Dances of India - 2016

Dances of India - 2016

Exploring Guru-Shishya Parampara

When you search for the meaning of Guru-Shishya Parampara, this is what we find: The guru–shishya tradition, or parampara (“lineage”), denotes a succession of teachers and disciples in traditional Indian culture and religions such as Hinduism, Jainism and Buddhism (Tibetan and Zen tradition).

If it is a succession plan, then all the classical dance teachers are in trouble in the USA. Most of our students graduate and complete their arangetrams (dance graduations) before they graduate from high school. Then they leave for college eliminating any chances of succession. In my opinion, this is not the only reason this system of Guru-Shishya Parampara exists. Let us look a little more deeply into this system.

Thousands of years ago in India, the Gurukul system laid out norms for the complex and fascinating relationship between the teacher and student. Because the fine arts are a spiritually uplifting experience, the guru came second only to god. Thus the sloka, Guru Bramha, Guru Visnu, Guru deva Maheshwara, Guru sakshat Parabramha tasmayee shri gurave namaha. Here the sloka compares the guru to the greatest undivided power or energy that forms the base of creation itself and combines the forces of the Creator, the Destroyer and the Preserver according to the Vedic beliefs. Thus it was not for the disciple to question why he/she would have to accept unconditionally the statement handed down by the guru. The guru was omniscient and his/her word was never to be doubted.

There have been progressive changes in the system, as time has passed. I still remember I had to show my worthiness to learn Kuchipudi, from my guru’s guru. After showing our dances to the level we have learned, he chose to teach me and said no to others. This transmission of privileged knowledge required the student’s demonstration of uniqueness, ability to learn, and potential to carry on the teachings of the Guru. Students spent an extensive amount of time every day with the gurus aspiring to be like them. They even learned other art forms such as music to enhance their understanding and practice of dance. Guru not only taught dancing, but also taught life lessons.

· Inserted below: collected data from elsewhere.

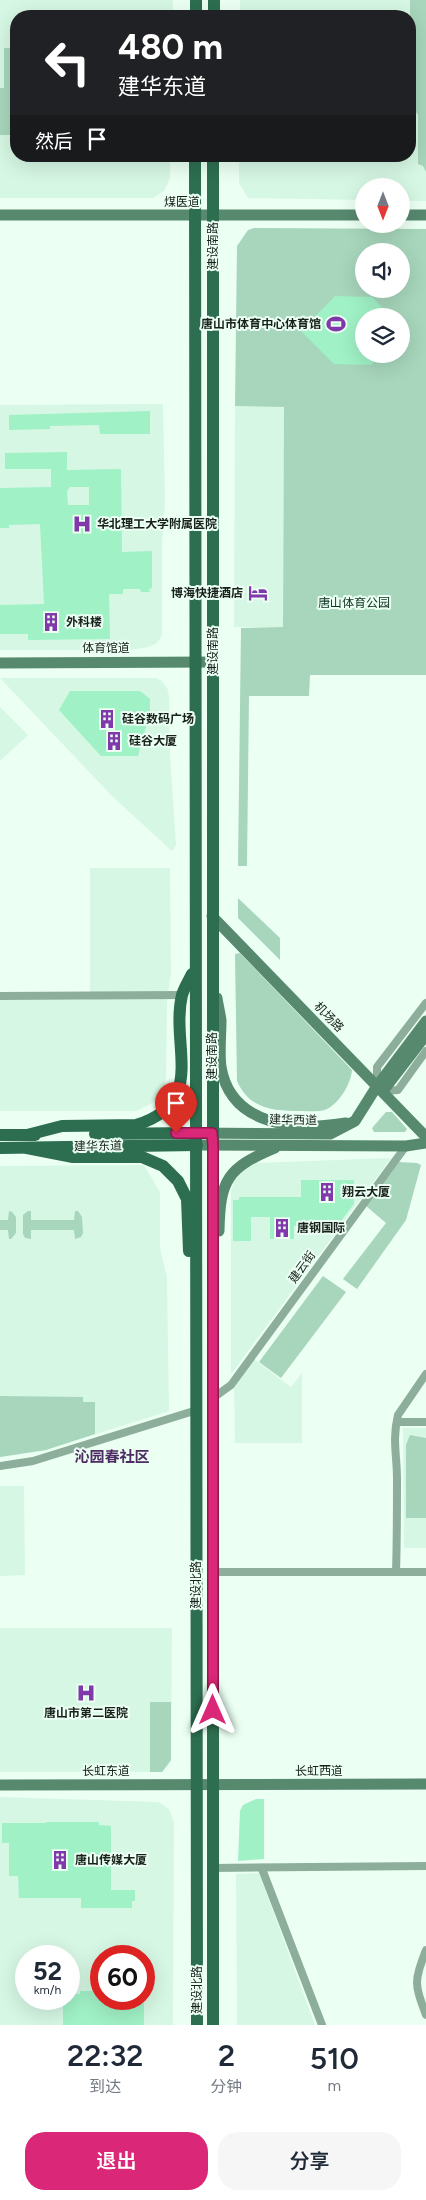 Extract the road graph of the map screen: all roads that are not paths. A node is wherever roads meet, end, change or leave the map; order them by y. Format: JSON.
{"nodes":[{"id":1,"x":195,"y":162,"type":"edge"},
{"id":2,"x":214,"y":162,"type":"edge"},
{"id":3,"x":0,"y":215,"type":"edge"},
{"id":4,"x":355,"y":215,"type":"edge"},
{"id":5,"x":410,"y":215,"type":"edge"},
{"id":6,"x":426,"y":215,"type":"edge"},
{"id":7,"x":195,"y":216,"type":"junction"},
{"id":8,"x":213,"y":216,"type":"junction"},
{"id":9,"x":196,"y":662,"type":"junction"},
{"id":10,"x":213,"y":662,"type":"junction"},
{"id":11,"x":0,"y":663,"type":"edge"},
{"id":12,"x":212,"y":916,"type":"junction"},
{"id":13,"x":194,"y":969,"type":"junction"},
{"id":14,"x":212,"y":973,"type":"junction"},
{"id":15,"x":182,"y":995,"type":"junction"},
{"id":16,"x":0,"y":996,"type":"edge"},
{"id":17,"x":426,"y":1002,"type":"edge"},
{"id":18,"x":426,"y":1021,"type":"edge"},
{"id":19,"x":426,"y":1034,"type":"edge"},
{"id":20,"x":426,"y":1051,"type":"edge"},
{"id":21,"x":380,"y":1088,"type":"junction"},
{"id":22,"x":370,"y":1099,"type":"junction"},
{"id":23,"x":398,"y":1106,"type":"junction"},
{"id":24,"x":355,"y":1121,"type":"junction"},
{"id":25,"x":417,"y":1128,"type":"junction"},
{"id":26,"x":0,"y":1134,"type":"edge"},
{"id":27,"x":426,"y":1137,"type":"edge"},
{"id":28,"x":196,"y":1139,"type":"junction"},
{"id":29,"x":212,"y":1139,"type":"junction"},
{"id":30,"x":27,"y":1141,"type":"junction"},
{"id":31,"x":426,"y":1143,"type":"edge"},
{"id":32,"x":282,"y":1145,"type":"junction"},
{"id":33,"x":406,"y":1146,"type":"junction"},
{"id":34,"x":0,"y":1148,"type":"edge"},
{"id":35,"x":213,"y":1314,"type":"junction"},
{"id":36,"x":197,"y":1323,"type":"junction"},
{"id":37,"x":426,"y":1374,"type":"edge"},
{"id":38,"x":213,"y":1398,"type":"junction"},
{"id":39,"x":197,"y":1410,"type":"junction"},
{"id":40,"x":397,"y":1422,"type":"junction"},
{"id":41,"x":426,"y":1422,"type":"edge"},
{"id":42,"x":0,"y":1466,"type":"edge"},
{"id":43,"x":214,"y":1572,"type":"junction"},
{"id":44,"x":396,"y":1572,"type":"junction"},
{"id":45,"x":426,"y":1572,"type":"edge"},
{"id":46,"x":426,"y":1784,"type":"edge"},
{"id":47,"x":0,"y":1785,"type":"edge"},
{"id":48,"x":196,"y":1785,"type":"junction"},
{"id":49,"x":212,"y":1785,"type":"junction"},
{"id":50,"x":426,"y":1866,"type":"edge"},
{"id":51,"x":213,"y":1868,"type":"junction"},
{"id":52,"x":262,"y":1869,"type":"junction"},
{"id":53,"x":426,"y":1950,"type":"edge"},
{"id":54,"x":416,"y":1980,"type":"junction"},
{"id":55,"x":426,"y":1980,"type":"edge"},
{"id":56,"x":426,"y":2014,"type":"edge"},
{"id":57,"x":197,"y":2025,"type":"edge"},
{"id":58,"x":213,"y":2025,"type":"edge"},
{"id":59,"x":322,"y":2025,"type":"edge"}],
"edges":[{"from":1,"to":7,"type":"main road","name":"建设南路"},
{"from":2,"to":8,"type":"main road","name":"建设南路"},
{"from":3,"to":7,"type":"street","name":"煤医道"},
{"from":4,"to":8,"type":"street","name":"煤医道"},
{"from":5,"to":6,"type":"street"},
{"from":7,"to":8,"type":"street","name":"煤医道"},
{"from":7,"to":9,"type":"main road","name":"建设南路"},
{"from":8,"to":10,"type":"main road","name":"建设南路"},
{"from":9,"to":10,"type":"street","name":"体育馆道"},
{"from":9,"to":11,"type":"street","name":"体育馆道"},
{"from":9,"to":13,"type":"main road","name":"建设南路"},
{"from":10,"to":12,"type":"main road","name":"建设南路"},
{"from":12,"to":14,"type":"main road","name":"建设南路"},
{"from":12,"to":21,"type":"street","name":"机场路"},
{"from":13,"to":15,"type":"main road"},
{"from":13,"to":28,"type":"main road","name":"建设南路"},
{"from":14,"to":24,"type":"street"},
{"from":14,"to":29,"type":"main road","name":"建设南路"},
{"from":15,"to":16,"type":"street"},
{"from":15,"to":30,"type":"main road"},
{"from":17,"to":21,"type":"street"},
{"from":18,"to":21,"type":"street","name":"建华西道"},
{"from":19,"to":21,"type":"street","name":"建华西道"},
{"from":20,"to":21,"type":"street"},
{"from":21,"to":22,"type":"street","name":"建华西道"},
{"from":21,"to":23,"type":"street","name":"机场路"},
{"from":22,"to":23,"type":"street"},
{"from":22,"to":24,"type":"street","name":"建华西道"},
{"from":23,"to":25,"type":"street","name":"机场路"},
{"from":24,"to":29,"type":"street","name":"建华西道"},
{"from":25,"to":27,"type":"street","name":"机场路"},
{"from":25,"to":33,"type":"street"},
{"from":26,"to":30,"type":"main road","name":"建华东道"},
{"from":28,"to":29,"type":"street","name":"建华西道"},
{"from":28,"to":30,"type":"main road","name":"建华东道"},
{"from":28,"to":36,"type":"main road","name":"建设北路"},
{"from":29,"to":32,"type":"street","name":"建华西道"},
{"from":29,"to":35,"type":"main road","name":"建设北路"},
{"from":30,"to":34,"type":"main road","name":"建华东道"},
{"from":30,"to":36,"type":"main road"},
{"from":31,"to":33,"type":"street","name":"建华西道"},
{"from":32,"to":33,"type":"street","name":"建华西道"},
{"from":32,"to":35,"type":"street"},
{"from":33,"to":38,"type":"street","name":"建云街"},
{"from":35,"to":38,"type":"main road","name":"建设北路"},
{"from":36,"to":39,"type":"main road","name":"建设北路"},
{"from":37,"to":40,"type":"street"},
{"from":38,"to":43,"type":"main road","name":"建设北路"},
{"from":39,"to":42,"type":"street"},
{"from":39,"to":48,"type":"main road","name":"建设北路"},
{"from":40,"to":41,"type":"street"},
{"from":40,"to":44,"type":"street"},
{"from":43,"to":44,"type":"street"},
{"from":43,"to":49,"type":"main road","name":"建设北路"},
{"from":44,"to":45,"type":"street"},
{"from":46,"to":49,"type":"street","name":"长虹西道"},
{"from":47,"to":48,"type":"street","name":"长虹东道"},
{"from":48,"to":49,"type":"street","name":"长虹东道"},
{"from":48,"to":57,"type":"main road","name":"建设北路"},
{"from":49,"to":51,"type":"main road","name":"建设北路"},
{"from":50,"to":52,"type":"street"},
{"from":51,"to":52,"type":"street"},
{"from":51,"to":58,"type":"main road","name":"建设北路"},
{"from":52,"to":59,"type":"street"},
{"from":53,"to":54,"type":"street"},
{"from":54,"to":55,"type":"street"},
{"from":54,"to":56,"type":"street"}]}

As we all agree, the role of a teacher, mentor or guru is crucial in any field. The teacher-student relationship is a revered one all through the world. In recent times, due to the institutionalization of dance education, it took away the role of the traditional gurus and the Guru-Shishya Parampara in most parts of India. This also eliminated one-on-one coaching and the Guru has been replaced with teacher.

However, due to the inconsistent transition from tradition to modernity, there is still a lot of confusion in this field. In many parts of India and the US, disciples are still expected to follow the regulations of the guru and the guru’s institution. Even though many students started to learn under different gurus as they move from place to place, the crucial question of “who is your guru” always comes up. Students are judged by the name and reputation of their guru to either be praised or ignored. On the other hand, some parents raised with traditions know the value and quality of a dance form. They go to any lengths to ensure their children learn the traditions of these classical dance forms in their purest form possible.

I still long to gain knowledge from gurus who are an authority on the subject matter. Even today, many students have dedicated their lives to dancing while balancing their school, work, and family. All of us at some point in our career or life looked for mentors or individuals who have accomplished a lot in life. Many aspire to be like them. As stated in ancient scriptures, guru is the beacon of light that dispels the gloom of ignorance. On one hand this system maintained a certain authenticity of the art form as far as stylistic ground rules were observed and followed down through generations. Considering the rigorous training over a large number of years and a meticulous technique of codified movements that are required to be a good Indian classical dancer, it seemed necessary for this kind of relationship to exist for traditional experience. Tradition has a timeless quality, which is thought to be due to the fact that it encompasses and fuses the past and the present.

We can see the Guru-Shishya Parampara, any way we wish to see. You can call it an ancient and old practice that is not relevant to modernity or you can say it is essential for the betterment of our community and culture. Dance and Veda place a high value on cognition, intellectual knowing and comprehension. A successful dancer has gone through a regimented learning process creating a trained body and allowing the dancer to grasp knowledge, retain the facts and develop the power of discipline using right and left brains. This concept is now being implemented in the modern world. Every organization seeks mentoring opportunities to better our community and the youth. May it be work, Yoga or dance, I hope we continue to be inspired by a guru’s teachings or a mentor’s advice. And as Gurus and mentors, I hope we will continue to impart our knowledge to develop the next generation of learners and leaders.